Nothing demonstrates that more than the bank’s insistence on forcing the victims of its vast fake-account scam into binding arbitration, a system in which customers are at an overwhelming disadvantage. As my colleague James Rufus Koren reported last year, the San Francisco-based bank has succeeded in getting several judges to toss fraud lawsuits over the bogus accounts by asserting that, even though the accounts are fake, they stem from legitimate accounts the victims opened, in which they agreed to submit any future disputes with the bank to an arbitrator.
But as the scale of wrongdoing at Wells Fargo has become clearer, the bank’s arbitration dodge is coming under the spotlight. Earlier this month, Wells Fargo paid $185 million to federal and Los Angeles authorities to settle allegations that its employees had opened as many as 2 million bogus accounts for customers and strangers, all in order to meet relentless sales quotas imposed by the bank’s brass.
We believe there’s a shift in the mentality about how these things are perceived.
— Utah attorney Steven Christensen, explaining why forced arbitration clauses like Wells Fargo’s are vulnerable
When he appeared last week before the Senate Banking Committee last week, Wells Fargo Chief Executive John Stumpf was pressed on whether he would cease enforcing mandatory arbitration for customer accounts that were not authorized. (He said he would have to “talk to my legal team.”)

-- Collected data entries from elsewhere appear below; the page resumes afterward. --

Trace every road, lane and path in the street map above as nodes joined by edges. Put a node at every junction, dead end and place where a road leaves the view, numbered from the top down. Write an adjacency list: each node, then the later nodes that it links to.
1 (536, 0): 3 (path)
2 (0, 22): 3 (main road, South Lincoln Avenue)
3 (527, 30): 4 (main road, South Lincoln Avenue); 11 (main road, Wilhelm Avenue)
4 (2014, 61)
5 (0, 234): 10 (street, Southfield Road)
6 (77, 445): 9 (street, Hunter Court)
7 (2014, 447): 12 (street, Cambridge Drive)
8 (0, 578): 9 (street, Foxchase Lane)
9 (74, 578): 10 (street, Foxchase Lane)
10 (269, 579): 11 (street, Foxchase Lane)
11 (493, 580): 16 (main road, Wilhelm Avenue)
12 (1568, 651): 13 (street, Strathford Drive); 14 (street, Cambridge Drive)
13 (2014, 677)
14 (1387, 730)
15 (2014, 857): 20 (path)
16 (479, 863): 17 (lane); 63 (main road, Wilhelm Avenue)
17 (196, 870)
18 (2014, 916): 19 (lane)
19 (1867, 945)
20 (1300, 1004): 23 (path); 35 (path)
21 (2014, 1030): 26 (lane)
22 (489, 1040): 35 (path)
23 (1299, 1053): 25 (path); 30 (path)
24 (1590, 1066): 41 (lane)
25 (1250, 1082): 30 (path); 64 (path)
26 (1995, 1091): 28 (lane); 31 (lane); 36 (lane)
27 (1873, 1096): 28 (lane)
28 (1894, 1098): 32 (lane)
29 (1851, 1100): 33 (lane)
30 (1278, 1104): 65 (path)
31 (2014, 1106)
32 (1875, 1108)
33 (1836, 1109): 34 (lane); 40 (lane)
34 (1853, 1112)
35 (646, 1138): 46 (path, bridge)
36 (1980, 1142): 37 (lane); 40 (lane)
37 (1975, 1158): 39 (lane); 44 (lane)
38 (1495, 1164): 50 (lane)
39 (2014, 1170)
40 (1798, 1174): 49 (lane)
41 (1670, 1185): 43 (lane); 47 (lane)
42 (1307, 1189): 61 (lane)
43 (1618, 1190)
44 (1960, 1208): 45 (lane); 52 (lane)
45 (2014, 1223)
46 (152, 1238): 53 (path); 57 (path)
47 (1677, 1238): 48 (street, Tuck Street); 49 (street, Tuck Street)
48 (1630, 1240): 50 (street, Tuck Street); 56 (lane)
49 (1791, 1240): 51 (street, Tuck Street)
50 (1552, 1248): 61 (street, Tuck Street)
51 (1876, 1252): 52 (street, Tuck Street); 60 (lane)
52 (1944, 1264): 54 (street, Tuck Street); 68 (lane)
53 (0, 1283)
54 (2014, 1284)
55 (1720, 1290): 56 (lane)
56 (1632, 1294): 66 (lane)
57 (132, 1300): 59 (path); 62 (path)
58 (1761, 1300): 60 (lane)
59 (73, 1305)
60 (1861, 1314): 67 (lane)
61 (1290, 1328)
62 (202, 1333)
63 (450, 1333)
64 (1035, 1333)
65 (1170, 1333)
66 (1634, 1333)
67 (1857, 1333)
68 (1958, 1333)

Sen. Elizabeth Warren (D-Mass.) and five other Senate Democrats followed up with a letter Friday urging Stumpf “to immediately end Wells Fargo’s use of mandatory arbitration clauses in your customer agreements.” He hasn’t responded. Nor has the bank replied to our request for an update.
“We believe there’s a shift in the mentality about how these things are perceived,” says Steven Christensen, a Utah lawyer who has filed a class action complaint against Wells Fargo in Salt Lake City federal court.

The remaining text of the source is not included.